▶ **Exercise**
Filter these entries down to the lines that hold the word "Chetty", and show each of them.

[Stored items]
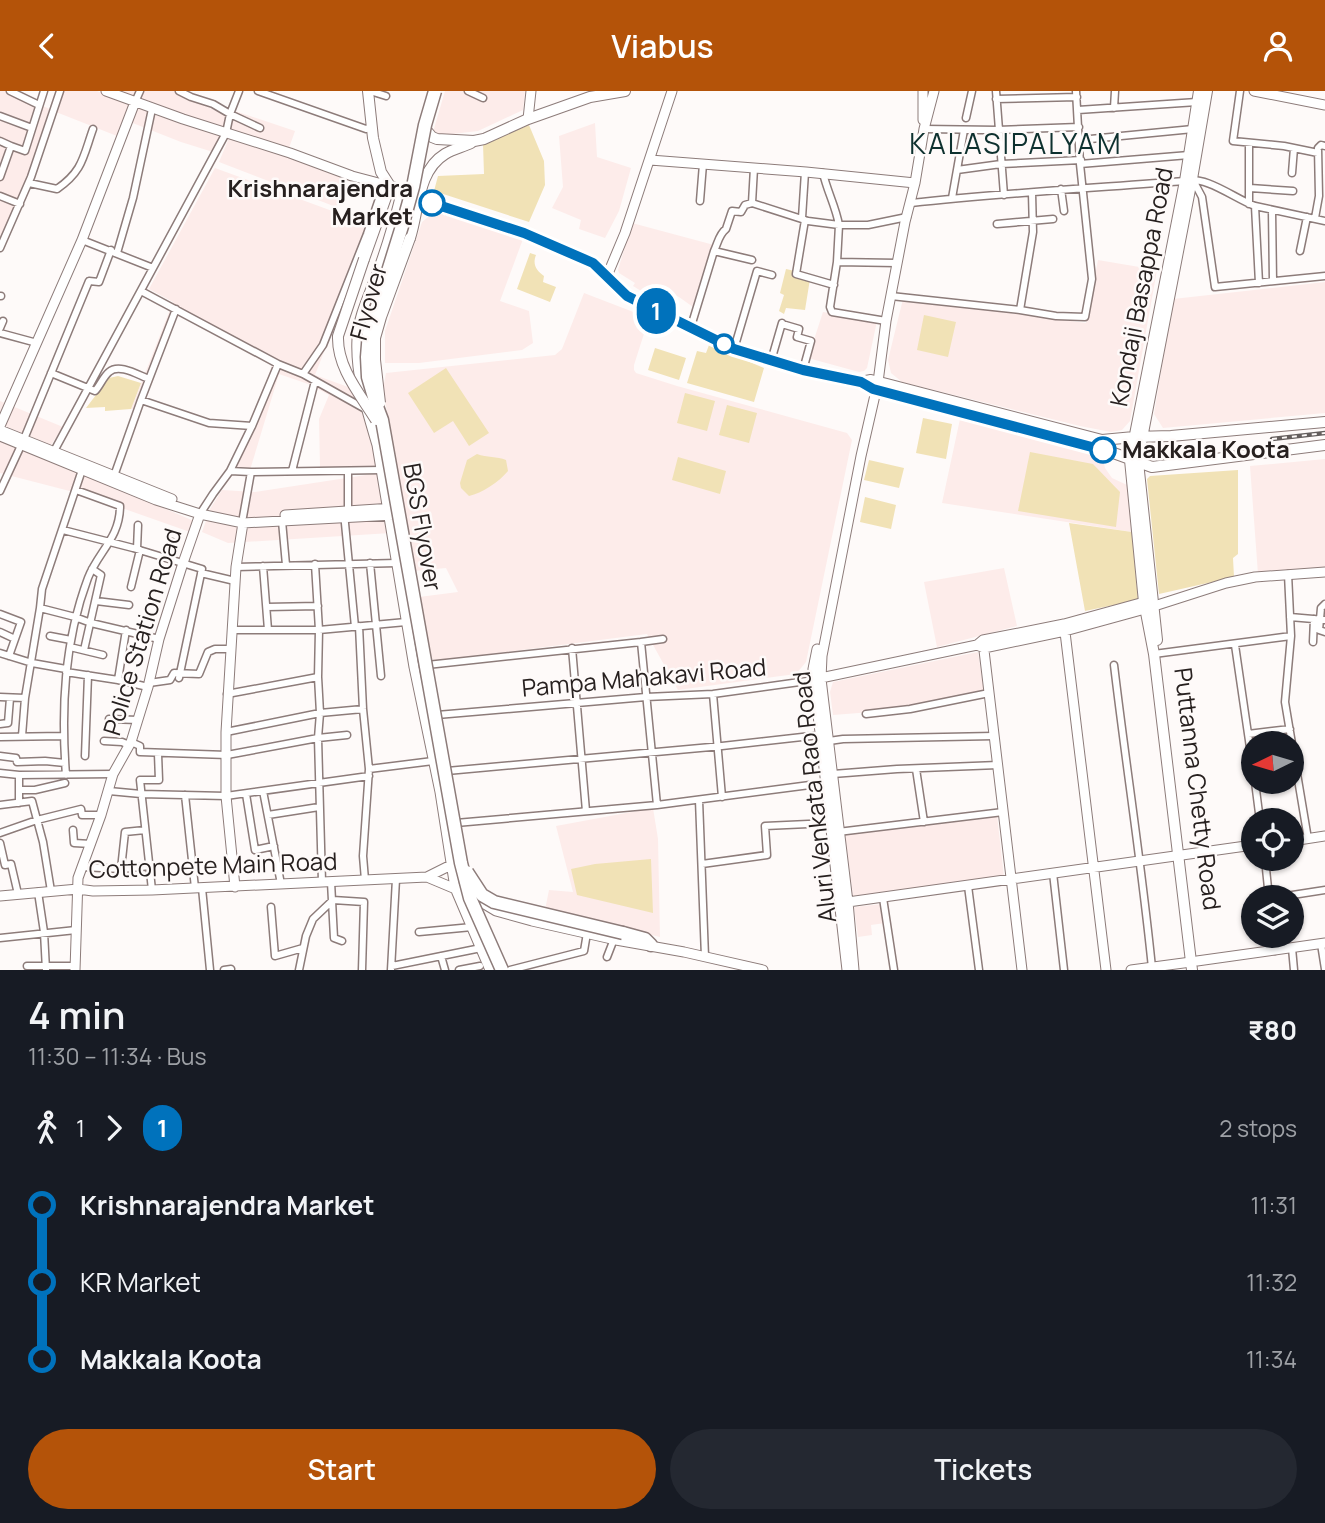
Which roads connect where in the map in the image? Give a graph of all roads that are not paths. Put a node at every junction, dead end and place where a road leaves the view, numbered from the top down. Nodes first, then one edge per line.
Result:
1 (10, 91) edge
2 (44, 91) edge
3 (60, 91) edge
4 (106, 91) edge
5 (140, 91) edge
6 (179, 91) edge
7 (239, 91) edge
8 (258, 91) edge
9 (369, 91) edge
10 (429, 91) edge
11 (436, 91) edge
12 (468, 91) edge
13 (625, 91) edge
14 (672, 91) edge
15 (923, 91) edge
16 (934, 91) edge
17 (972, 91) edge
18 (996, 91) edge
19 (1115, 91) edge
20 (1191, 91) edge
21 (1199, 91) edge
22 (1207, 91) edge
23 (1240, 91) edge
24 (1254, 91) edge
25 (1280, 91) edge
26 (528, 92) edge
27 (1077, 94) edge
28 (386, 96) dead end
29 (580, 97) edge
30 (483, 98) dead end
31 (996, 99) junction
32 (135, 102) junction
33 (1197, 102) junction
34 (1325, 103) edge
35 (39, 105) junction
36 (1114, 108) junction
37 (152, 109) junction
38 (1078, 110) junction
39 (230, 114) junction
40 (0, 116) edge
41 (966, 118) dead end
42 (528, 120) junction
43 (1079, 127) junction
44 (32, 128) junction
45 (260, 128) dead end
46 (370, 128) junction
47 (93, 129) dead end
48 (924, 129) junction
49 (1193, 129) junction
50 (964, 130) junction
51 (998, 130) junction
52 (427, 131) junction
53 (226, 133) junction
54 (1080, 140) junction
55 (0, 141) edge
56 (474, 141) junction
57 (1249, 143) junction
58 (11, 146) junction
59 (1325, 146) edge
60 (1294, 148) junction
61 (1318, 153) junction
62 (1189, 155) junction
63 (650, 160) junction
64 (1081, 162) junction
65 (703, 164) junction
66 (1001, 164) junction
67 (754, 168) junction
68 (957, 170) junction
69 (805, 171) junction
70 (824, 173) junction
71 (1292, 173) dead end
72 (0, 177) edge
73 (1188, 180) junction
74 (29, 183) junction
75 (915, 183) junction
76 (387, 185) junction
77 (1083, 188) junction
78 (1250, 188) junction
79 (1061, 189) junction
80 (402, 190) junction
81 (1293, 191) dead end
82 (1032, 193) junction
83 (1004, 195) junction
84 (0, 196) edge
85 (417, 196) junction
86 (952, 198) junction
87 (700, 201) dead end
88 (752, 203) junction
89 (911, 203) junction
90 (20, 204) junction
91 (1252, 205) junction
92 (1064, 211) dead end
93 (1272, 211) junction
94 (906, 217) junction
95 (1307, 217) junction
96 (1315, 218) junction
97 (803, 219) junction
98 (1053, 219) dead end
99 (1032, 221) junction
100 (1325, 221) edge
101 (998, 224) dead end
102 (839, 225) junction
103 (82, 240) junction
104 (0, 248) edge
105 (714, 251) junction
106 (1300, 251) dead end
107 (114, 252) junction
108 (752, 260) dead end
109 (837, 262) junction
110 (897, 263) junction
111 (153, 268) junction
112 (772, 275) dead end
113 (607, 276) junction
114 (1325, 276) edge
115 (1273, 281) junction
116 (1259, 283) junction
117 (834, 285) junction
118 (141, 291) junction
119 (891, 296) junction
120 (176, 309) junction
121 (1020, 310) junction
122 (886, 321) junction
123 (1, 327) edge
124 (689, 328) junction
125 (37, 343) junction
126 (734, 349) junction
127 (771, 361) junction
128 (278, 364) junction
129 (803, 370) junction
130 (51, 373) junction
131 (303, 374) junction
132 (149, 379) junction
133 (315, 381) junction
134 (876, 383) junction
135 (87, 389) junction
136 (141, 400) junction
137 (367, 410) junction
138 (379, 420) junction
139 (1325, 422) edge
140 (252, 426) junction
141 (0, 428) edge
142 (0, 436) edge
143 (1138, 437) junction
144 (23, 442) junction
145 (1325, 445) edge
146 (52, 454) junction
147 (1134, 461) junction
148 (82, 470) junction
149 (382, 470) junction
150 (230, 471) junction
151 (292, 471) junction
152 (348, 471) junction
153 (251, 473) junction
154 (114, 476) junction
155 (2, 482) edge
156 (75, 490) junction
157 (0, 491) edge
158 (402, 510) junction
159 (202, 512) junction
160 (389, 512) junction
161 (345, 513) junction
162 (243, 520) junction
163 (282, 521) junction
164 (138, 525) dead end
165 (63, 530) junction
166 (110, 542) junction
167 (172, 542) dead end
168 (138, 549) junction
169 (166, 558) junction
170 (183, 563) junction
171 (348, 563) junction
172 (370, 563) junction
173 (397, 563) junction
174 (315, 564) junction
175 (286, 565) junction
176 (263, 566) junction
177 (236, 568) junction
178 (92, 569) junction
179 (1325, 572) edge
180 (201, 573) junction
181 (1288, 574) junction
182 (235, 581) junction
183 (131, 587) dead end
184 (96, 601) junction
185 (1325, 604) edge
186 (129, 605) dead end
187 (318, 606) junction
188 (267, 607) junction
189 (40, 608) junction
190 (1149, 610) junction
191 (0, 614) edge
192 (75, 617) junction
193 (1290, 617) junction
194 (1320, 620) edge
195 (407, 622) junction
196 (91, 624) junction
197 (376, 625) junction
198 (357, 626) junction
199 (1064, 627) junction
200 (319, 629) junction
201 (127, 630) junction
202 (232, 630) junction
203 (268, 630) junction
204 (0, 632) edge
205 (1325, 632) edge
206 (50, 636) dead end
207 (1291, 636) junction
208 (15, 639) junction
209 (159, 639) junction
210 (663, 639) dead end
211 (641, 642) junction
212 (1313, 642) dead end
213 (70, 644) junction
214 (981, 644) junction
215 (1235, 645) junction
216 (572, 648) junction
217 (230, 649) junction
218 (84, 650) junction
219 (0, 653) edge
220 (1157, 653) junction
221 (103, 655) dead end
222 (9, 656) junction
223 (32, 663) junction
224 (1114, 664) dead end
225 (428, 665) junction
226 (414, 667) junction
227 (66, 671) junction
228 (88, 675) junction
229 (179, 676) junction
230 (381, 676) dead end
231 (318, 677) junction
232 (818, 679) junction
233 (118, 680) junction
234 (149, 685) junction
235 (989, 693) junction
236 (228, 694) junction
237 (713, 694) junction
238 (0, 697) edge
239 (646, 697) junction
240 (10, 698) junction
241 (25, 698) junction
242 (578, 703) junction
243 (363, 709) junction
244 (320, 713) junction
245 (866, 714) dead end
246 (437, 715) junction
247 (109, 719) dead end
248 (138, 720) junction
249 (0, 724) edge
250 (1290, 729) junction
251 (1248, 731) edge
252 (1273, 731) edge
253 (226, 732) junction
254 (347, 735) dead end
255 (820, 735) junction
256 (22, 736) junction
257 (63, 736) junction
258 (994, 736) junction
259 (0, 737) edge
260 (318, 738) junction
261 (104, 741) dead end
262 (829, 741) junction
263 (130, 744) junction
264 (718, 747) junction
265 (651, 752) junction
266 (158, 754) junction
267 (227, 755) junction
268 (0, 756) edge
269 (85, 757) dead end
270 (581, 759) junction
271 (433, 761) junction
272 (65, 764) junction
273 (998, 765) junction
274 (916, 769) junction
275 (447, 771) junction
276 (0, 773) edge
277 (369, 773) junction
278 (113, 774) junction
279 (833, 774) junction
280 (19, 775) junction
281 (65, 779) junction
282 (318, 782) junction
283 (825, 783) junction
284 (19, 790) junction
285 (108, 791) junction
286 (262, 791) junction
287 (141, 794) junction
288 (246, 794) junction
289 (185, 795) junction
290 (226, 796) junction
291 (722, 797) junction
292 (699, 800) junction
293 (19, 803) junction
294 (0, 804) edge
295 (657, 805) junction
296 (319, 807) junction
297 (586, 811) junction
298 (1003, 812) junction
299 (101, 815) junction
300 (268, 815) junction
301 (37, 820) junction
302 (924, 822) junction
303 (456, 823) junction
304 (73, 829) dead end
305 (833, 829) junction
306 (145, 830) junction
307 (0, 833) edge
308 (1325, 837) edge
309 (1308, 839) junction
310 (1304, 840) edge
311 (0, 843) edge
312 (91, 844) junction
313 (274, 846) junction
314 (1241, 846) edge
315 (1181, 854) junction
316 (1140, 861) junction
317 (456, 864) junction
318 (702, 864) junction
319 (150, 866) junction
320 (82, 867) junction
321 (1093, 867) junction
322 (121, 869) junction
323 (1053, 873) junction
324 (428, 877) junction
325 (396, 879) junction
326 (365, 880) junction
327 (1011, 880) junction
328 (326, 882) junction
329 (281, 884) junction
330 (968, 886) junction
331 (235, 887) junction
332 (198, 888) junction
333 (455, 888) junction
334 (78, 889) junction
335 (152, 890) junction
336 (1325, 890) edge
337 (51, 891) junction
338 (38, 892) junction
339 (1304, 893) edge
340 (18, 894) junction
341 (0, 896) edge
342 (472, 897) junction
343 (883, 898) junction
344 (333, 900) junction
345 (848, 902) junction
346 (271, 907) dead end
347 (496, 911) junction
348 (481, 917) junction
349 (471, 925) junction
350 (76, 930) junction
351 (44, 932) junction
352 (419, 932) dead end
353 (587, 933) junction
354 (618, 936) junction
355 (0, 938) edge
356 (342, 941) dead end
357 (1323, 943) edge
358 (651, 945) joint
359 (1304, 946) edge
360 (303, 948) junction
361 (481, 948) junction
362 (1275, 948) edge
363 (1292, 948) joint
364 (1275, 951) junction
365 (442, 957) junction
366 (607, 957) dead end
367 (705, 957) junction
368 (27, 965) dead end
369 (480, 966) dead end
370 (1195, 966) edge
371 (538, 967) edge
372 (46, 968) edge
373 (75, 968) edge
374 (392, 968) edge
375 (230, 969) edge
376 (1152, 969) edge
377 (1325, 969) edge
378 (210, 970) edge
379 (224, 970) edge
380 (299, 970) edge
381 (362, 970) edge
382 (444, 970) edge
383 (459, 970) edge
384 (492, 970) edge
385 (505, 970) edge
386 (762, 970) edge
387 (847, 970) edge
388 (854, 970) edge
389 (894, 970) edge
390 (978, 970) edge
391 (1022, 970) edge
392 (1065, 970) edge
393 (1106, 970) edge
394 (1131, 970) edge
395 (1294, 970) edge

1 - 35 street
2 - 35 street
3 - 74 street
4 - 32 main road
5 - 32 street
6 - 39 street
7 - 39 street
8 - 46 street
9 - 28 street
9 - 46 main road
10 - 138 highway, BGS Flyover, bridge
11 - 52 main road
11 - 138 highway, BGS Flyover, bridge
12 - 30 street
13 - 29 main road
14 - 63 main road
15 - 48 main road
16 - 48 main road, Aluri Venkata Rao Road
17 - 41 street
18 - 31 street
19 - 36 street
20 - 33 main road
21 - 33 main road, Kondaji Basappa Road
22 - 73 main road, Kondaji Basappa Road
23 - 57 street
24 - 34 main road
25 - 34 main road
26 - 42 main road
27 - 31 street
27 - 38 street
29 - 42 main road
31 - 51 street
32 - 37 main road
32 - 103 main road
33 - 36 street
33 - 49 main road, Kondaji Basappa Road
35 - 44 street
36 - 38 street
37 - 53 main road
37 - 107 street
38 - 43 street
39 - 45 street
39 - 53 street
40 - 44 street
42 - 56 main road
43 - 51 street
43 - 54 street
44 - 58 street
46 - 76 main road
47 - 74 street
48 - 50 street
48 - 75 main road, Aluri Venkata Rao Road
49 - 54 street
49 - 62 main road, Kondaji Basappa Road
50 - 51 street
50 - 68 street
51 - 66 street
52 - 56 main road
52 - 85 main road
53 - 76 main road
53 - 111 street
54 - 64 street
55 - 58 street
56 - 85 main road
57 - 60 street
57 - 78 street
58 - 72 street
59 - 61 street
60 - 61 street
60 - 71 street
61 - 96 street
62 - 64 street
62 - 73 main road, Kondaji Basappa Road
63 - 65 main road
63 - 113 main road
64 - 66 street
64 - 77 street
65 - 67 main road
65 - 87 street
66 - 68 street
66 - 83 street
67 - 69 main road
67 - 88 street
68 - 86 street
69 - 70 main road
69 - 97 street
70 - 75 main road
70 - 102 street
73 - 77 street
73 - 91 street
73 - 116 street
73 - 143 main road, Kondaji Basappa Road
74 - 90 street
75 - 89 main road, Aluri Venkata Rao Road
76 - 80 main road
76 - 131 street
76 - 138 main road, bridge
77 - 79 street
77 - 121 street
78 - 81 street
78 - 91 street
79 - 82 street
79 - 92 street
80 - 85 main road
80 - 137 main road
82 - 83 street
82 - 99 street
83 - 86 street
84 - 90 street
85 - 113 main road
85 - 138 main road, Flyover, bridge
85 - 158 main road
86 - 89 street
88 - 97 street
88 - 105 street
89 - 94 main road, Aluri Venkata Rao Road
90 - 104 street
91 - 93 street
91 - 116 street
93 - 95 street
93 - 115 street
94 - 102 street
94 - 110 main road, Aluri Venkata Rao Road
95 - 96 street
95 - 106 street
96 - 100 street
97 - 102 street
97 - 117 street
98 - 99 street
99 - 101 street
99 - 121 street
102 - 109 street
103 - 107 street
103 - 125 main road
105 - 108 street
105 - 124 street
107 - 111 street
107 - 130 street
109 - 110 street
109 - 117 street
110 - 119 main road, Aluri Venkata Rao Road
111 - 118 street
112 - 126 street
113 - 124 main road
114 - 115 street
115 - 116 street
117 - 122 street
118 - 120 street
118 - 135 street
119 - 121 street
119 - 122 main road, Aluri Venkata Rao Road
120 - 128 street
120 - 132 street
122 - 134 main road, Aluri Venkata Rao Road
123 - 125 street
124 - 126 main road
125 - 141 main road
126 - 127 main road
127 - 129 main road
127 - 129 street
128 - 131 street
128 - 140 street, Police Station Road
129 - 134 main road
130 - 135 street
130 - 144 street
131 - 133 street
132 - 135 street
132 - 136 street
133 - 137 street
133 - 151 street
134 - 143 main road
134 - 147 main road
134 - 232 main road, Aluri Venkata Rao Road
134 - 232 main road, Aluri Venkata Rao Road
135 - 146 street
136 - 140 street
136 - 154 street
137 - 149 main road
138 - 317 highway, BGS Flyover, bridge
138 - 384 highway, BGS Flyover
139 - 143 main road
140 - 150 street, Police Station Road
141 - 144 main road
142 - 144 main road
143 - 147 main road, Kondaji Basappa Road
144 - 146 main road
144 - 155 street
145 - 147 main road
146 - 148 main road
146 - 154 main road
147 - 190 main road, Kondaji Basappa Road
148 - 156 street
148 - 159 main road
149 - 152 street
149 - 160 main road
150 - 153 street
150 - 159 street, Police Station Road
151 - 152 street
151 - 153 street
152 - 161 street
153 - 162 street
154 - 159 main road
155 - 157 street
156 - 165 street
156 - 166 street
158 - 160 main road
158 - 225 main road
159 - 162 main road
159 - 170 main road, Police Station Road
160 - 161 main road
160 - 173 main road
161 - 162 main road
161 - 163 main road
161 - 171 street
162 - 163 main road
162 - 177 main road
163 - 175 street
164 - 168 street
165 - 166 street
165 - 189 street
166 - 168 street
166 - 178 street
167 - 169 street
168 - 169 street
168 - 183 street
169 - 170 street
170 - 180 street
170 - 209 main road, Police Station Road
171 - 172 street
171 - 174 street
171 - 198 street
172 - 173 street
172 - 197 street
173 - 195 main road
174 - 175 street
174 - 187 street
175 - 176 street
176 - 177 street
176 - 188 street
177 - 182 main road
178 - 184 street
178 - 192 street
179 - 181 main road, Pampa Mahakavi Road
180 - 182 street
180 - 229 street
181 - 190 main road, Pampa Mahakavi Road
181 - 193 street
182 - 202 main road
184 - 186 street
184 - 196 street
185 - 194 street
187 - 188 street
187 - 200 street
188 - 203 street
189 - 192 street
189 - 223 street
190 - 199 main road, Pampa Mahakavi Road
190 - 220 main road, Puttanna Chetty Road
191 - 208 street
192 - 196 street
192 - 213 street
193 - 194 street
193 - 207 street
194 - 205 street
194 - 212 street
195 - 197 street
195 - 226 main road
196 - 201 street
196 - 218 street
197 - 198 street
197 - 230 street
198 - 200 street
198 - 243 street
199 - 214 main road, Pampa Mahakavi Road
199 - 321 main road
200 - 203 street
200 - 231 street
201 - 209 street
201 - 233 street
202 - 203 street
202 - 217 main road
204 - 208 street
206 - 213 street
207 - 215 street
207 - 250 street
208 - 222 street
209 - 234 main road, Police Station Road
210 - 211 street
211 - 216 street
211 - 239 street
213 - 218 street
213 - 227 street
214 - 232 main road, Pampa Mahakavi Road
214 - 235 main road
215 - 220 street
215 - 251 street
216 - 225 street
216 - 242 street
217 - 229 street
217 - 236 main road
218 - 221 street
219 - 222 street
220 - 315 main road, Puttanna Chetty Road
222 - 223 street
223 - 227 street
223 - 241 street
224 - 316 street
225 - 226 street
225 - 246 main road
226 - 271 main road
227 - 228 street
227 - 257 street
228 - 233 street
228 - 269 street
229 - 234 street
231 - 236 street
231 - 244 street
232 - 237 street, Pampa Mahakavi Road
232 - 255 main road, Aluri Venkata Rao Road
232 - 262 main road, Aluri Venkata Rao Road
233 - 234 street
234 - 248 main road, Police Station Road
235 - 245 street
235 - 258 main road
236 - 253 main road
237 - 239 street, Pampa Mahakavi Road
237 - 264 street
238 - 240 street
239 - 242 street, Pampa Mahakavi Road
239 - 265 street
240 - 241 street
240 - 249 street
241 - 256 street
242 - 246 street, Pampa Mahakavi Road
242 - 270 street
243 - 244 street
243 - 277 street
244 - 253 street
244 - 260 street
246 - 275 main road
247 - 248 street
248 - 263 main road, Police Station Road
250 - 252 street
250 - 309 street
253 - 267 main road
254 - 260 street
255 - 264 street
255 - 283 main road, Aluri Venkata Rao Road
256 - 257 street
256 - 259 street
257 - 272 street
258 - 262 street
258 - 273 main road
260 - 267 street
260 - 282 street
261 - 263 street
262 - 279 main road, Aluri Venkata Rao Road
263 - 266 street
263 - 278 main road, Police Station Road
264 - 265 street
264 - 291 street
265 - 270 street
265 - 295 street
266 - 267 street
266 - 287 street
267 - 290 main road
268 - 272 street
270 - 275 street
270 - 297 street
271 - 277 street
271 - 317 main road
272 - 281 street
273 - 274 street
273 - 298 main road
274 - 279 street
274 - 302 street
275 - 303 main road
276 - 280 street
277 - 282 street
277 - 326 street
278 - 281 street
278 - 285 main road, Police Station Road
279 - 305 main road, Aluri Venkata Rao Road
280 - 281 street
280 - 284 street
281 - 284 street
282 - 286 street
282 - 296 street
283 - 291 street
283 - 305 main road, Aluri Venkata Rao Road
284 - 293 street
285 - 287 street
285 - 299 main road, Police Station Road
286 - 288 street
286 - 300 street
287 - 289 street
287 - 306 street
288 - 290 street
288 - 313 street
289 - 290 street
289 - 332 street
290 - 331 main road
291 - 292 street
292 - 295 street
292 - 318 street
293 - 294 street
293 - 301 street
295 - 297 street
296 - 300 street
296 - 328 street
297 - 303 street
298 - 302 street
298 - 327 main road
299 - 301 street
299 - 312 main road, Police Station Road
300 - 313 street
301 - 307 street
301 - 337 street
302 - 305 street
303 - 342 main road
304 - 312 street
305 - 318 street
305 - 345 main road, Aluri Venkata Rao Road
305 - 387 main road, Aluri Venkata Rao Road
306 - 319 street
306 - 322 street
308 - 309 main road
309 - 310 main road
311 - 340 street
312 - 320 main road, Police Station Road
313 - 329 street
314 - 315 main road
315 - 316 main road
315 - 370 main road, Puttanna Chetty Road
316 - 321 main road
316 - 376 street
317 - 324 main road, Cottonpete Main Road
317 - 333 main road
317 - 354 highway, bridge
317 - 385 highway, BGS Flyover, bridge
318 - 367 street
319 - 322 street
319 - 335 street
320 - 322 street
320 - 334 main road, Police Station Road
321 - 323 main road
321 - 393 main road
323 - 327 main road
323 - 392 street
324 - 325 main road, Cottonpete Main Road
324 - 333 main road, Cottonpete Main Road
325 - 326 main road, Cottonpete Main Road
325 - 374 street
326 - 328 main road, Cottonpete Main Road
327 - 330 main road
327 - 391 main road
328 - 329 main road, Cottonpete Main Road
328 - 344 street
329 - 331 main road, Cottonpete Main Road
330 - 343 main road
330 - 390 street
331 - 332 main road, Cottonpete Main Road
332 - 335 main road, Cottonpete Main Road
332 - 378 street
333 - 342 main road, Cottonpete Main Road
333 - 349 main road
334 - 335 main road, Cottonpete Main Road
334 - 337 main road, Cottonpete Main Road
334 - 350 main road, Police Station Road
336 - 339 street
337 - 338 main road, Cottonpete Main Road
338 - 340 main road, Cottonpete Main Road
338 - 351 street
340 - 341 main road, Cottonpete Main Road
342 - 347 main road, Cottonpete Main Road
342 - 348 main road
343 - 345 main road
343 - 389 street
344 - 356 street
344 - 360 street
344 - 381 street
345 - 388 main road, Aluri Venkata Rao Road
346 - 360 street
347 - 348 main road
347 - 353 main road, Cottonpete Main Road
348 - 349 main road
348 - 385 main road
349 - 352 street
349 - 361 main road
350 - 351 street
350 - 373 main road, Police Station Road
351 - 355 street
351 - 372 street
353 - 354 main road, Cottonpete Main Road
353 - 371 street
354 - 358 highway
354 - 366 street
357 - 359 main road
357 - 377 street
358 - 367 main road
360 - 380 street
361 - 365 street
361 - 384 main road
362 - 364 street
363 - 364 main road
363 - 395 street
364 - 370 main road
365 - 374 street
365 - 382 street
367 - 386 main road
368 - 372 street
369 - 383 street
370 - 376 main road
371 - 385 street
372 - 373 street
375 - 379 street
376 - 394 main road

▶ **Exercise solution**
190 - 220 main road, Puttanna Chetty Road
220 - 315 main road, Puttanna Chetty Road
315 - 370 main road, Puttanna Chetty Road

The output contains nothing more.